- Required action -
Counting only lines that contain "their", state the total found in the material below. Add nothing else.

- Dataset records -
=== Section Start ===

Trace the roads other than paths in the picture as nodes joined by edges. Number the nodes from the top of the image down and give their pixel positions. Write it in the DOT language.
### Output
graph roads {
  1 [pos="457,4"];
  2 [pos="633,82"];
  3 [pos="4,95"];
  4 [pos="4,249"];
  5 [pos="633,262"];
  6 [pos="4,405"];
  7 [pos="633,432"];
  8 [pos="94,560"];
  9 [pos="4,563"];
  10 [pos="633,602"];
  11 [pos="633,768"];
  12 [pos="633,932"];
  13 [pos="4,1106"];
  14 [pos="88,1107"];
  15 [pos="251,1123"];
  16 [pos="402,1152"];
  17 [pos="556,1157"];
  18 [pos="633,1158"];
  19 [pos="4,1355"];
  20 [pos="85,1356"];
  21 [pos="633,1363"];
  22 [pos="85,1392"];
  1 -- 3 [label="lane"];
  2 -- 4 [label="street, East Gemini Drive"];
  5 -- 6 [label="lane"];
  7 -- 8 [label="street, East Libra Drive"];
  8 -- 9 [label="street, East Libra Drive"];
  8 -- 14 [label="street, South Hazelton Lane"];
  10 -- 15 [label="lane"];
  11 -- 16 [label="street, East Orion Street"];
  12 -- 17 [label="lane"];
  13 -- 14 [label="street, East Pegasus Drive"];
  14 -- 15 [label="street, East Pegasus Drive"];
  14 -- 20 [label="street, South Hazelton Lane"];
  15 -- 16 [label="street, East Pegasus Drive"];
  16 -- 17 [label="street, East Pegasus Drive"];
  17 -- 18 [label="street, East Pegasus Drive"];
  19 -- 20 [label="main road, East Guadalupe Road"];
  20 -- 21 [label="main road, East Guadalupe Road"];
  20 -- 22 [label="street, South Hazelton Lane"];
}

=== Section End ===
=== Section Start ===

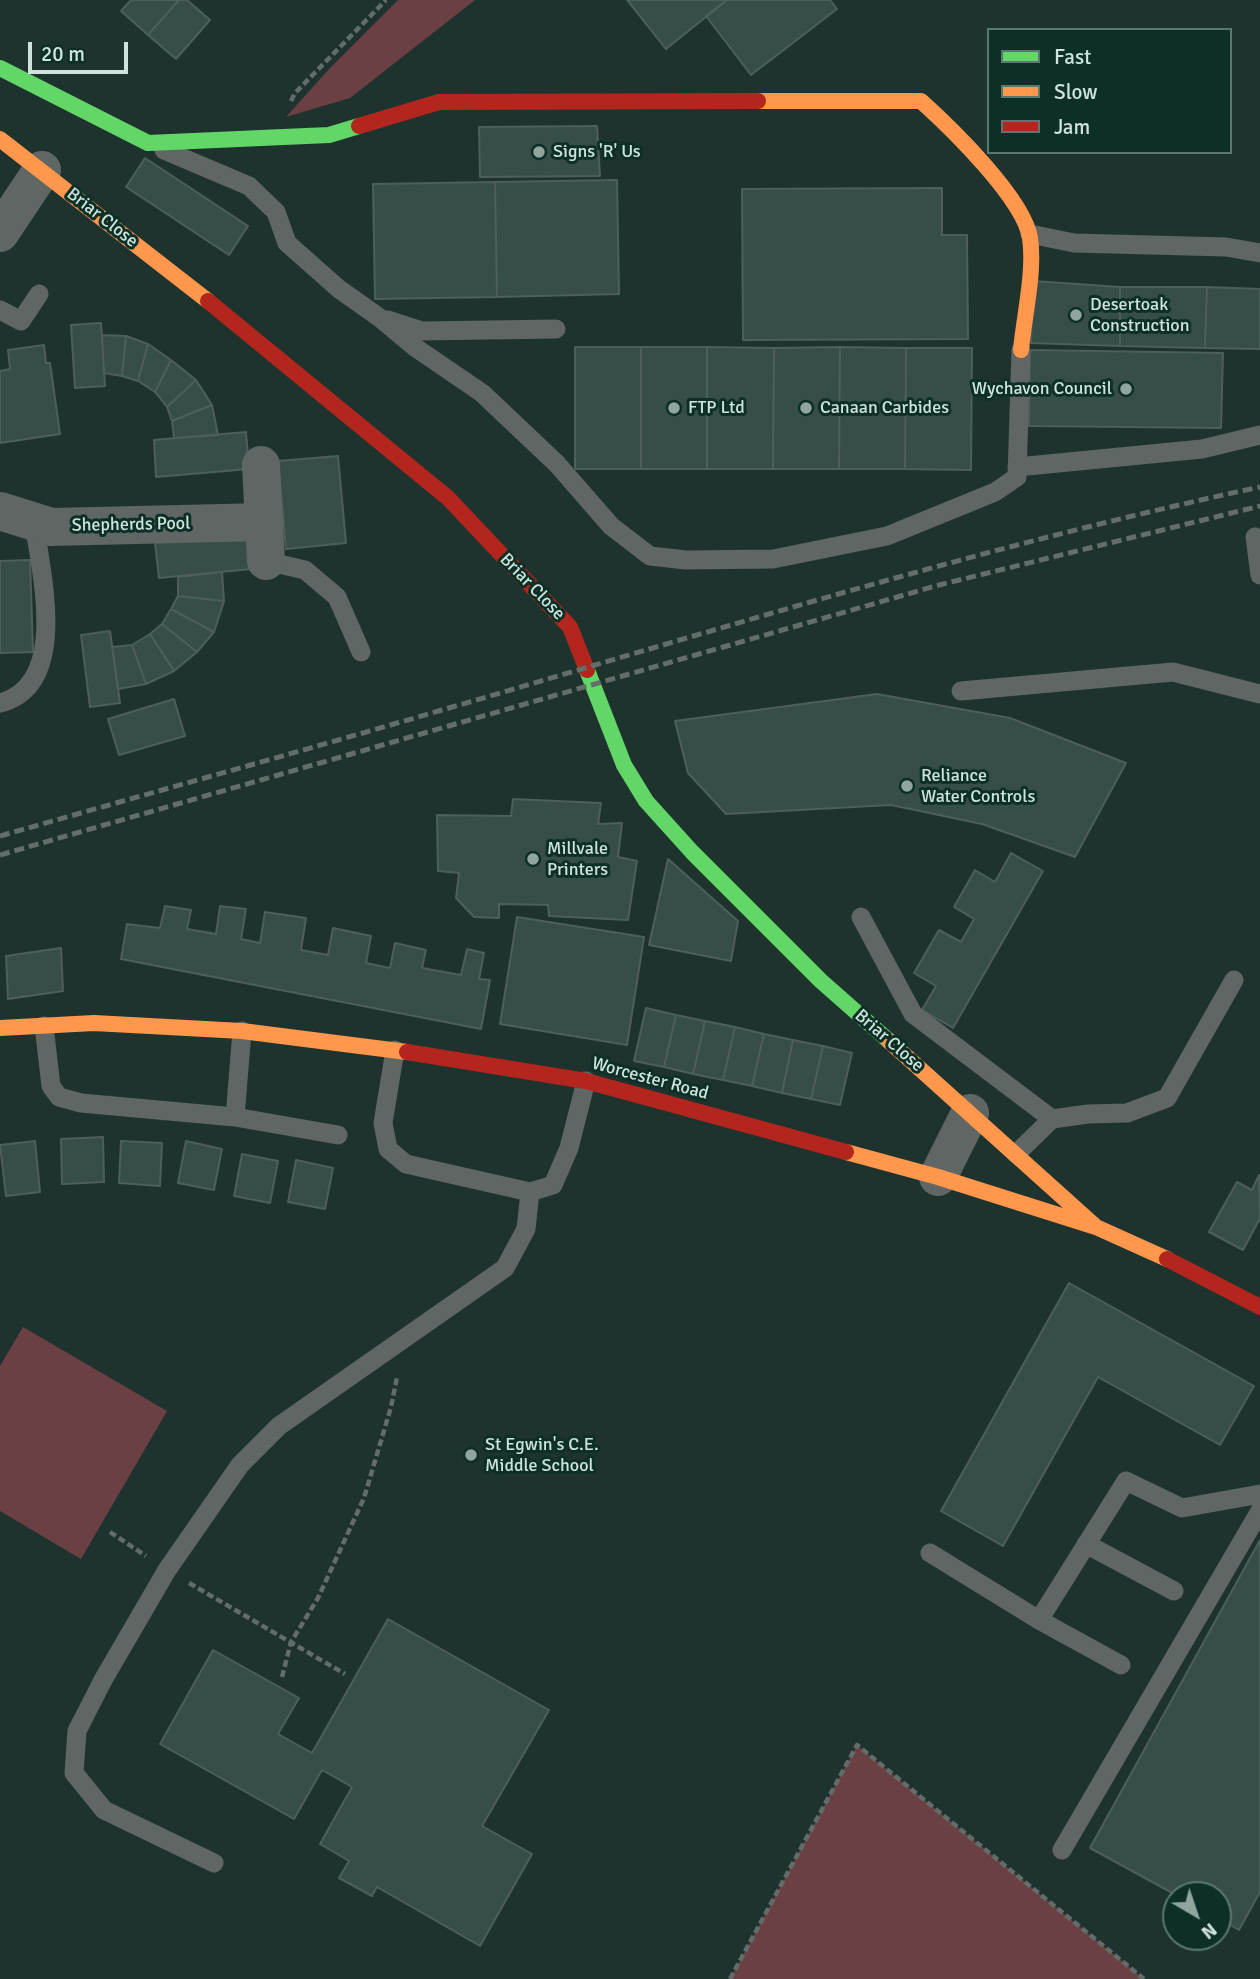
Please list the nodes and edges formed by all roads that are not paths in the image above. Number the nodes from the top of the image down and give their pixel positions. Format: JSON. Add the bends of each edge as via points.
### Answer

=== Section End ===

- Completed task -
2